Angry Birds, in contrast, uses Newton’s laws for gameplay in a more direct fashion. The goal of the game is to use a slingshot to launch birds into a tower of stacked blocks that has green pigs resting on it. Once all the pigs have been knocked down from their resting place, you win the round. Firstly, to launch the bird, you pull back on a slingshot that the bird sits in. When you pull back on the slingshot, you build potential energy, which is then applied as a force on the bird once you release it. The pigs don’t move until a force is applied on them from the bird. Often times this will be indirect, as you will hit the blocks which will then hit the pig. Gravitational force is always in effect which, naturally, causes the pigs to fall off of the blocks, but also causes the birds to move in a parabola-like arc. As in real life, the gravitational force causes the bird’s upward vertical motion to slow down and eventually be pulled downwards. In video games, this would be expressed as the bird’s Y-velocity going from positive to negative, or vice-versa depending on implementation.
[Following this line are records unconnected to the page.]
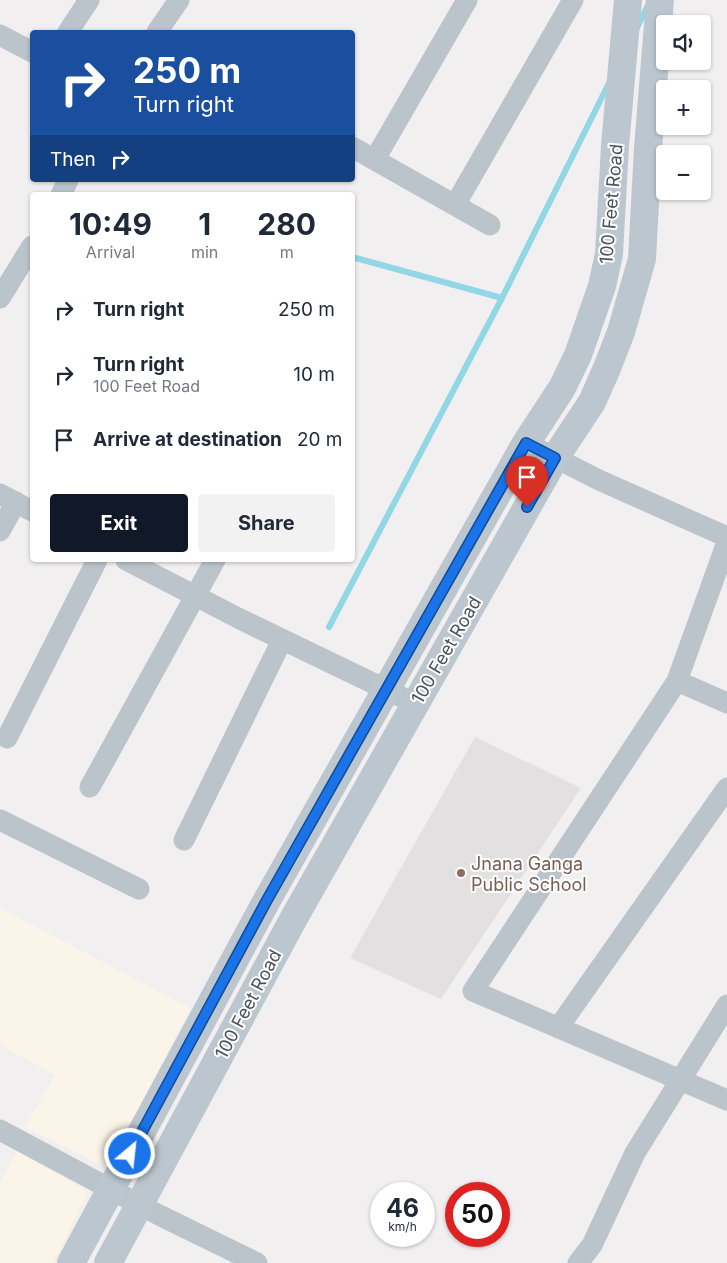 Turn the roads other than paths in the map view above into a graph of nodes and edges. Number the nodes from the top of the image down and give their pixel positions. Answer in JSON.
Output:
{"nodes":[{"id":1,"x":89,"y":0,"type":"edge"},
{"id":2,"x":179,"y":0,"type":"edge"},
{"id":3,"x":467,"y":0,"type":"edge"},
{"id":4,"x":573,"y":0,"type":"edge"},
{"id":5,"x":628,"y":0,"type":"edge"},
{"id":6,"x":660,"y":0,"type":"edge"},
{"id":7,"x":69,"y":30,"type":"edge"},
{"id":8,"x":158,"y":30,"type":"edge"},
{"id":9,"x":0,"y":35,"type":"edge"},
{"id":10,"x":30,"y":51,"type":"edge"},
{"id":11,"x":355,"y":149,"type":"edge"},
{"id":12,"x":375,"y":160,"type":"junction"},
{"id":13,"x":455,"y":205,"type":"junction"},
{"id":14,"x":490,"y":225,"type":"dead end"},
{"id":15,"x":30,"y":249,"type":"edge"},
{"id":16,"x":0,"y":298,"type":"edge"},
{"id":17,"x":526,"y":443,"type":"junction"},
{"id":18,"x":555,"y":458,"type":"junction"},
{"id":19,"x":16,"y":502,"type":"edge"},
{"id":20,"x":0,"y":531,"type":"edge"},
{"id":21,"x":727,"y":537,"type":"edge"},
{"id":22,"x":727,"y":542,"type":"edge"},
{"id":23,"x":96,"y":562,"type":"edge"},
{"id":24,"x":130,"y":562,"type":"edge"},
{"id":25,"x":214,"y":562,"type":"edge"},
{"id":26,"x":196,"y":597,"type":"junction"},
{"id":27,"x":282,"y":640,"type":"junction"},
{"id":28,"x":677,"y":681,"type":"junction"},
{"id":29,"x":386,"y":690,"type":"junction"},
{"id":30,"x":727,"y":703,"type":"edge"},
{"id":31,"x":416,"y":704,"type":"junction"},
{"id":32,"x":6,"y":738,"type":"dead end"},
{"id":33,"x":90,"y":787,"type":"dead end"},
{"id":34,"x":727,"y":788,"type":"edge"},
{"id":35,"x":0,"y":820,"type":"edge"},
{"id":36,"x":184,"y":840,"type":"dead end"},
{"id":37,"x":139,"y":889,"type":"dead end"},
{"id":38,"x":727,"y":1005,"type":"edge"},
{"id":39,"x":558,"y":1028,"type":"junction"},
{"id":40,"x":680,"y":1080,"type":"junction"},
{"id":41,"x":727,"y":1100,"type":"edge"},
{"id":42,"x":0,"y":1130,"type":"edge"},
{"id":43,"x":111,"y":1190,"type":"junction"},
{"id":44,"x":140,"y":1205,"type":"junction"},
{"id":45,"x":71,"y":1263,"type":"edge"},
{"id":46,"x":108,"y":1263,"type":"edge"},
{"id":47,"x":256,"y":1263,"type":"edge"},
{"id":48,"x":578,"y":1263,"type":"edge"}],
"edges":[{"from":1,"to":7,"type":"street"},
{"from":2,"to":8,"type":"street"},
{"from":3,"to":12,"type":"street"},
{"from":4,"to":13,"type":"street"},
{"from":5,"to":17,"type":"main road","name":"100 Feet Road"},
{"from":6,"to":18,"type":"main road","name":"100 Feet Road"},
{"from":9,"to":10,"type":"street"},
{"from":11,"to":12,"type":"street"},
{"from":12,"to":13,"type":"street"},
{"from":13,"to":14,"type":"street"},
{"from":15,"to":16,"type":"street"},
{"from":17,"to":18,"type":"street"},
{"from":17,"to":29,"type":"main road","name":"100 Feet Road"},
{"from":18,"to":21,"type":"street"},
{"from":18,"to":31,"type":"main road","name":"100 Feet Road"},
{"from":19,"to":20,"type":"street"},
{"from":22,"to":28,"type":"street"},
{"from":23,"to":32,"type":"street"},
{"from":24,"to":26,"type":"street"},
{"from":25,"to":26,"type":"street"},
{"from":26,"to":27,"type":"street"},
{"from":26,"to":33,"type":"street"},
{"from":27,"to":29,"type":"street"},
{"from":27,"to":36,"type":"street"},
{"from":28,"to":30,"type":"street"},
{"from":28,"to":39,"type":"street"},
{"from":29,"to":31,"type":"street"},
{"from":29,"to":43,"type":"main road","name":"100 Feet Road"},
{"from":31,"to":44,"type":"main road","name":"100 Feet Road"},
{"from":34,"to":39,"type":"street"},
{"from":35,"to":37,"type":"street"},
{"from":38,"to":40,"type":"street"},
{"from":39,"to":40,"type":"street"},
{"from":40,"to":41,"type":"street"},
{"from":40,"to":48,"type":"street"},
{"from":42,"to":43,"type":"street"},
{"from":43,"to":44,"type":"street"},
{"from":43,"to":45,"type":"main road","name":"100 Feet Road"},
{"from":44,"to":46,"type":"main road","name":"100 Feet Road"},
{"from":44,"to":47,"type":"street"}]}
Physics engines in modern video games are nearly ubiquitous. In the past, games often had very simplified physics models, but they were nowhere near as realistic as in games today. In addition to allowing the game’s environment to react realistically, they allow for some interesting gameplay mechanics. Newton’s laws provide an easy way to implement realistic physics into a video game. Computer technology is now powerful enough to run these calculations in real time with ease, and video games have taken great advantage. A video game, boiled down to its most simple form, is just a large set of rules, and all you have to do is make sure your game always follows the rules of Newton.

Sources

• Kanber, B. (2012, November 8). How Physics Engines Work. Retrieved May 2, 2015, from http://buildnewgames.com/gamephysics/
• Catto, E. (2013). Box2D v2.3.0 User Manual. Retrieved May 3, 2015, from http://box2d.org/manual.pdf
• Stelly, J. (2007). Physical Gameplay in Half-Life 2. Retrieved May 3, 2015, from http://www.valvesoftware.com/publications/2006/GDC2006_PhysicalGameplayInHL2.pdf
• Nourai, R. (2011, October 2). Intro to Physics in Games. Retrieved May 4, 2015, from http://blogs.msdn.com/b/rezanour/archive/2011/10/02/intro-to-physics-in-games.aspx
• Ostdiek, V., & Bord, D. (2000). Newton's Laws. In Inquiry into physics (7th ed.). Pacific Grove, CA: Brooks/Cole.